▶ Prompt
Because the images are not wanted, restate every line below word for word without them.

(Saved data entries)
= Beginning of Section =
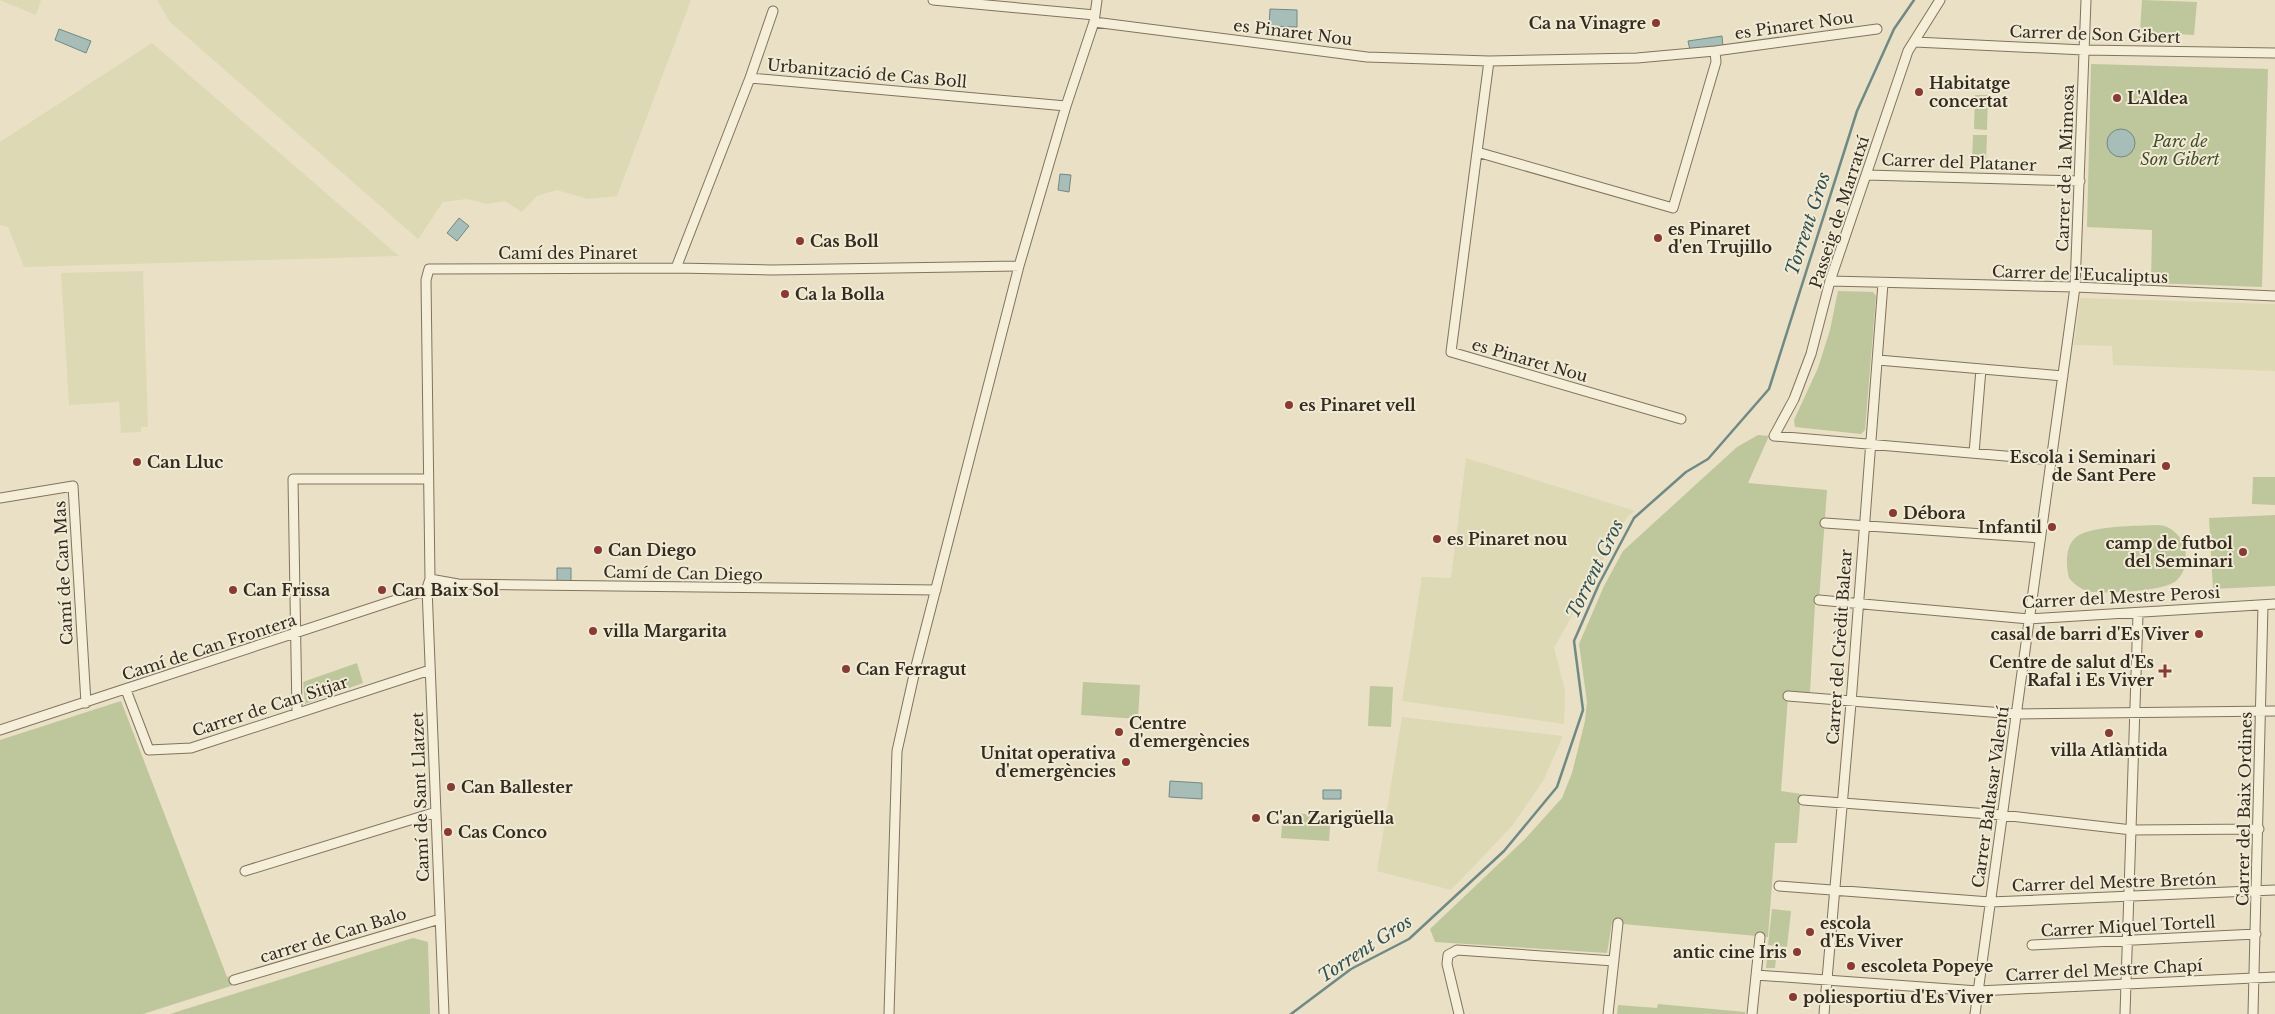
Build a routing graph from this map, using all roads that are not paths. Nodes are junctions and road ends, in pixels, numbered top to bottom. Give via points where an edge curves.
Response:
1 (932, 0) edge
2 (1097, 0) edge
3 (1940, 0) edge
4 (2086, 0) edge
5 (773, 11) dead end
6 (1095, 19) junction
7 (1877, 29) dead end
8 (1915, 42) junction
9 (2084, 50) junction
10 (1715, 51) junction
11 (2275, 53) edge
12 (1489, 61) junction
13 (750, 78) junction
14 (1066, 106) junction
15 (1477, 152) junction
16 (1867, 175) junction
17 (2080, 181) junction
18 (1019, 266) junction
19 (676, 268) junction
20 (1830, 281) junction
21 (1883, 283) junction
22 (2075, 287) junction
23 (2275, 296) edge
24 (1878, 360) junction
25 (1981, 369) junction
26 (2063, 376) junction
27 (1681, 419) dead end
28 (1870, 444) junction
29 (1974, 453) junction
30 (2051, 460) junction
31 (428, 480) junction
32 (0, 498) edge
33 (1825, 523) dead end
34 (1864, 525) junction
35 (2040, 538) junction
36 (430, 579) junction
37 (936, 590) junction
38 (427, 592) junction
39 (1819, 600) dead end
40 (1858, 603) junction
41 (2264, 604) junction
42 (2275, 604) edge
43 (2138, 614) junction
44 (2029, 619) junction
45 (296, 634) junction
46 (430, 670) junction
47 (126, 690) junction
48 (1788, 696) dead end
49 (86, 703) junction
50 (1851, 703) junction
51 (2262, 711) junction
52 (2275, 711) edge
53 (297, 713) junction
54 (2016, 714) junction
55 (2136, 714) junction
56 (0, 730) edge
57 (1802, 800) dead end
58 (1841, 803) junction
59 (436, 812) junction
60 (2002, 815) junction
61 (2259, 829) junction
62 (2132, 830) junction
63 (245, 871) dead end
64 (1779, 886) dead end
65 (2275, 890) edge
66 (1834, 891) junction
67 (2258, 891) junction
68 (2129, 897) junction
69 (1990, 902) junction
70 (440, 919) junction
71 (1618, 923) dead end
72 (2256, 934) junction
73 (1760, 937) dead end
74 (2128, 942) junction
75 (2032, 945) dead end
76 (1614, 961) junction
77 (1756, 975) junction
78 (2275, 977) edge
79 (2254, 978) junction
80 (1826, 979) junction
81 (234, 980) dead end
82 (2127, 984) junction
83 (1978, 991) junction
84 (444, 1014) edge
85 (889, 1014) edge
86 (1459, 1014) edge
87 (1608, 1014) edge
88 (1752, 1014) edge
89 (1824, 1014) edge
90 (1975, 1014) edge
91 (2125, 1014) edge
92 (2253, 1014) edge

1 - 6 street, es Pinaret Nou
2 - 6 street
3 - 8 street, Passeig de Marratxí
4 - 9 street, Carrer de la Mimosa
5 - 13 street
6 - 12 street, es Pinaret Nou via 1367,57
6 - 14 street
7 - 10 street, es Pinaret Nou
8 - 9 street, Carrer de Son Gibert
8 - 16 street, Passeig de Marratxí via 1908,51
9 - 11 street, Carrer de Son Gibert
9 - 17 street, Carrer de la Mimosa
10 - 12 street, es Pinaret Nou via 1637,58
10 - 15 street, es Pinaret Nou via 1716,62 1673,208
12 - 15 street, es Pinaret Nou
13 - 14 street, Urbanització de Cas Boll
13 - 19 street, Urbanització de Cas Boll
14 - 18 street
15 - 27 street, es Pinaret Nou via 1451,352
16 - 17 street, Carrer del Plataner
16 - 20 street, Passeig de Marratxí
17 - 22 street, Carrer de la Mimosa
18 - 19 street, Camí des Pinaret via 772,270
18 - 37 street
19 - 31 street, Camí des Pinaret via 429,269 426,280
20 - 21 street, Carrer de l'Eucaliptus
20 - 28 street, Passeig de Marratxí via 1808,362 1794,399 1774,436
21 - 22 street, Carrer de l'Eucaliptus
21 - 24 street, Carrer del Crèdit Balear
22 - 23 street, Carrer de l'Eucaliptus
22 - 26 street, Carrer Baltasar Valentí
24 - 25 street
24 - 28 street, Carrer del Crèdit Balear
25 - 26 street
25 - 29 street
26 - 30 street, Carrer Baltasar Valentí
28 - 29 street
28 - 34 street, Carrer del Crèdit Balear
29 - 30 street
30 - 35 street, Carrer Baltasar Valentí
31 - 36 street, Camí des Pinaret
31 - 45 street via 293,479
32 - 49 street, Camí de Can Mas via 73,486
33 - 34 street
34 - 35 street
34 - 40 street, Carrer del Crèdit Balear
35 - 44 street, Carrer Baltasar Valentí
36 - 37 street, Camí de Can Diego via 468,584
36 - 38 street, Camí de Sant Llatzet
37 - 85 street via 897,751
38 - 45 street, Camí de Can Frontera
38 - 46 street, Camí de Sant Llatzet
39 - 40 street, Carrer del Mestre Perosi
40 - 44 street, Carrer del Mestre Perosi
40 - 50 street, Carrer del Crèdit Balear
41 - 42 street, Carrer del Mestre Perosi
41 - 43 street, Carrer del Mestre Perosi
41 - 51 street, Carrer del Baix Ordines
43 - 44 street, Carrer del Mestre Perosi
43 - 55 street
44 - 54 street, Carrer Baltasar Valentí
45 - 47 street, Camí de Can Frontera
45 - 53 street
46 - 53 street, Carrer de Can Sitjar
46 - 59 street, Camí de Sant Llatzet
47 - 49 street, Camí de Can Frontera
47 - 53 street, Carrer de Can Sitjar via 149,750 191,748
48 - 50 street
49 - 56 street, Camí de Can Frontera
50 - 54 street
50 - 58 street, Carrer del Crèdit Balear
51 - 52 street
51 - 55 street
51 - 61 street, Carrer del Baix Ordines
54 - 55 street
54 - 60 street, Carrer Baltasar Valentí
55 - 62 street
57 - 58 street
58 - 60 street
58 - 66 street, Carrer del Crèdit Balear
59 - 63 street
59 - 70 street, Camí de Sant Llatzet
60 - 62 street
60 - 69 street, Carrer Baltasar Valentí
61 - 62 street
61 - 67 street, Carrer del Baix Ordines
62 - 68 street
64 - 66 street, Carrer del Mestre Bretón
65 - 67 street, Carrer del Mestre Bretón
66 - 69 street, Carrer del Mestre Bretón
66 - 80 street, Carrer del Crèdit Balear
67 - 68 street, Carrer del Mestre Bretón
67 - 72 street, Carrer del Baix Ordines
68 - 69 street, Carrer del Mestre Bretón
68 - 74 street
69 - 83 street, Carrer Baltasar Valentí
70 - 81 street, carrer de Can Balo
70 - 84 street, Camí de Sant Llatzet
71 - 76 street
72 - 74 street, Carrer Miquel Tortell
72 - 79 street, Carrer del Baix Ordines
73 - 77 street
74 - 75 street, Carrer Miquel Tortell
74 - 82 street
76 - 86 street via 1457,950 1448,956 1447,964
76 - 87 street
77 - 80 street, Carrer del Mestre Chapí
77 - 88 street
78 - 79 street, Carrer del Mestre Chapí
79 - 82 street, Carrer del Mestre Chapí
79 - 92 street, Carrer del Baix Ordines
80 - 83 street, Carrer del Mestre Chapí
80 - 89 street, Carrer del Crèdit Balear
82 - 83 street, Carrer del Mestre Chapí
82 - 91 street
83 - 90 street, Carrer Baltasar Valentí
= End of Section =
▶ Answer to this problem
Build a routing graph from this map, using all roads that are not paths. Nodes are junctions and road ends, in pixels, numbered top to bottom. Give via points where an edge curves.
Response:
1 (932, 0) edge
2 (1097, 0) edge
3 (1940, 0) edge
4 (2086, 0) edge
5 (773, 11) dead end
6 (1095, 19) junction
7 (1877, 29) dead end
8 (1915, 42) junction
9 (2084, 50) junction
10 (1715, 51) junction
11 (2275, 53) edge
12 (1489, 61) junction
13 (750, 78) junction
14 (1066, 106) junction
15 (1477, 152) junction
16 (1867, 175) junction
17 (2080, 181) junction
18 (1019, 266) junction
19 (676, 268) junction
20 (1830, 281) junction
21 (1883, 283) junction
22 (2075, 287) junction
23 (2275, 296) edge
24 (1878, 360) junction
25 (1981, 369) junction
26 (2063, 376) junction
27 (1681, 419) dead end
28 (1870, 444) junction
29 (1974, 453) junction
30 (2051, 460) junction
31 (428, 480) junction
32 (0, 498) edge
33 (1825, 523) dead end
34 (1864, 525) junction
35 (2040, 538) junction
36 (430, 579) junction
37 (936, 590) junction
38 (427, 592) junction
39 (1819, 600) dead end
40 (1858, 603) junction
41 (2264, 604) junction
42 (2275, 604) edge
43 (2138, 614) junction
44 (2029, 619) junction
45 (296, 634) junction
46 (430, 670) junction
47 (126, 690) junction
48 (1788, 696) dead end
49 (86, 703) junction
50 (1851, 703) junction
51 (2262, 711) junction
52 (2275, 711) edge
53 (297, 713) junction
54 (2016, 714) junction
55 (2136, 714) junction
56 (0, 730) edge
57 (1802, 800) dead end
58 (1841, 803) junction
59 (436, 812) junction
60 (2002, 815) junction
61 (2259, 829) junction
62 (2132, 830) junction
63 (245, 871) dead end
64 (1779, 886) dead end
65 (2275, 890) edge
66 (1834, 891) junction
67 (2258, 891) junction
68 (2129, 897) junction
69 (1990, 902) junction
70 (440, 919) junction
71 (1618, 923) dead end
72 (2256, 934) junction
73 (1760, 937) dead end
74 (2128, 942) junction
75 (2032, 945) dead end
76 (1614, 961) junction
77 (1756, 975) junction
78 (2275, 977) edge
79 (2254, 978) junction
80 (1826, 979) junction
81 (234, 980) dead end
82 (2127, 984) junction
83 (1978, 991) junction
84 (444, 1014) edge
85 (889, 1014) edge
86 (1459, 1014) edge
87 (1608, 1014) edge
88 (1752, 1014) edge
89 (1824, 1014) edge
90 (1975, 1014) edge
91 (2125, 1014) edge
92 (2253, 1014) edge

1 - 6 street, es Pinaret Nou
2 - 6 street
3 - 8 street, Passeig de Marratxí
4 - 9 street, Carrer de la Mimosa
5 - 13 street
6 - 12 street, es Pinaret Nou via 1367,57
6 - 14 street
7 - 10 street, es Pinaret Nou
8 - 9 street, Carrer de Son Gibert
8 - 16 street, Passeig de Marratxí via 1908,51
9 - 11 street, Carrer de Son Gibert
9 - 17 street, Carrer de la Mimosa
10 - 12 street, es Pinaret Nou via 1637,58
10 - 15 street, es Pinaret Nou via 1716,62 1673,208
12 - 15 street, es Pinaret Nou
13 - 14 street, Urbanització de Cas Boll
13 - 19 street, Urbanització de Cas Boll
14 - 18 street
15 - 27 street, es Pinaret Nou via 1451,352
16 - 17 street, Carrer del Plataner
16 - 20 street, Passeig de Marratxí
17 - 22 street, Carrer de la Mimosa
18 - 19 street, Camí des Pinaret via 772,270
18 - 37 street
19 - 31 street, Camí des Pinaret via 429,269 426,280
20 - 21 street, Carrer de l'Eucaliptus
20 - 28 street, Passeig de Marratxí via 1808,362 1794,399 1774,436
21 - 22 street, Carrer de l'Eucaliptus
21 - 24 street, Carrer del Crèdit Balear
22 - 23 street, Carrer de l'Eucaliptus
22 - 26 street, Carrer Baltasar Valentí
24 - 25 street
24 - 28 street, Carrer del Crèdit Balear
25 - 26 street
25 - 29 street
26 - 30 street, Carrer Baltasar Valentí
28 - 29 street
28 - 34 street, Carrer del Crèdit Balear
29 - 30 street
30 - 35 street, Carrer Baltasar Valentí
31 - 36 street, Camí des Pinaret
31 - 45 street via 293,479
32 - 49 street, Camí de Can Mas via 73,486
33 - 34 street
34 - 35 street
34 - 40 street, Carrer del Crèdit Balear
35 - 44 street, Carrer Baltasar Valentí
36 - 37 street, Camí de Can Diego via 468,584
36 - 38 street, Camí de Sant Llatzet
37 - 85 street via 897,751
38 - 45 street, Camí de Can Frontera
38 - 46 street, Camí de Sant Llatzet
39 - 40 street, Carrer del Mestre Perosi
40 - 44 street, Carrer del Mestre Perosi
40 - 50 street, Carrer del Crèdit Balear
41 - 42 street, Carrer del Mestre Perosi
41 - 43 street, Carrer del Mestre Perosi
41 - 51 street, Carrer del Baix Ordines
43 - 44 street, Carrer del Mestre Perosi
43 - 55 street
44 - 54 street, Carrer Baltasar Valentí
45 - 47 street, Camí de Can Frontera
45 - 53 street
46 - 53 street, Carrer de Can Sitjar
46 - 59 street, Camí de Sant Llatzet
47 - 49 street, Camí de Can Frontera
47 - 53 street, Carrer de Can Sitjar via 149,750 191,748
48 - 50 street
49 - 56 street, Camí de Can Frontera
50 - 54 street
50 - 58 street, Carrer del Crèdit Balear
51 - 52 street
51 - 55 street
51 - 61 street, Carrer del Baix Ordines
54 - 55 street
54 - 60 street, Carrer Baltasar Valentí
55 - 62 street
57 - 58 street
58 - 60 street
58 - 66 street, Carrer del Crèdit Balear
59 - 63 street
59 - 70 street, Camí de Sant Llatzet
60 - 62 street
60 - 69 street, Carrer Baltasar Valentí
61 - 62 street
61 - 67 street, Carrer del Baix Ordines
62 - 68 street
64 - 66 street, Carrer del Mestre Bretón
65 - 67 street, Carrer del Mestre Bretón
66 - 69 street, Carrer del Mestre Bretón
66 - 80 street, Carrer del Crèdit Balear
67 - 68 street, Carrer del Mestre Bretón
67 - 72 street, Carrer del Baix Ordines
68 - 69 street, Carrer del Mestre Bretón
68 - 74 street
69 - 83 street, Carrer Baltasar Valentí
70 - 81 street, carrer de Can Balo
70 - 84 street, Camí de Sant Llatzet
71 - 76 street
72 - 74 street, Carrer Miquel Tortell
72 - 79 street, Carrer del Baix Ordines
73 - 77 street
74 - 75 street, Carrer Miquel Tortell
74 - 82 street
76 - 86 street via 1457,950 1448,956 1447,964
76 - 87 street
77 - 80 street, Carrer del Mestre Chapí
77 - 88 street
78 - 79 street, Carrer del Mestre Chapí
79 - 82 street, Carrer del Mestre Chapí
79 - 92 street, Carrer del Baix Ordines
80 - 83 street, Carrer del Mestre Chapí
80 - 89 street, Carrer del Crèdit Balear
82 - 83 street, Carrer del Mestre Chapí
82 - 91 street
83 - 90 street, Carrer Baltasar Valentí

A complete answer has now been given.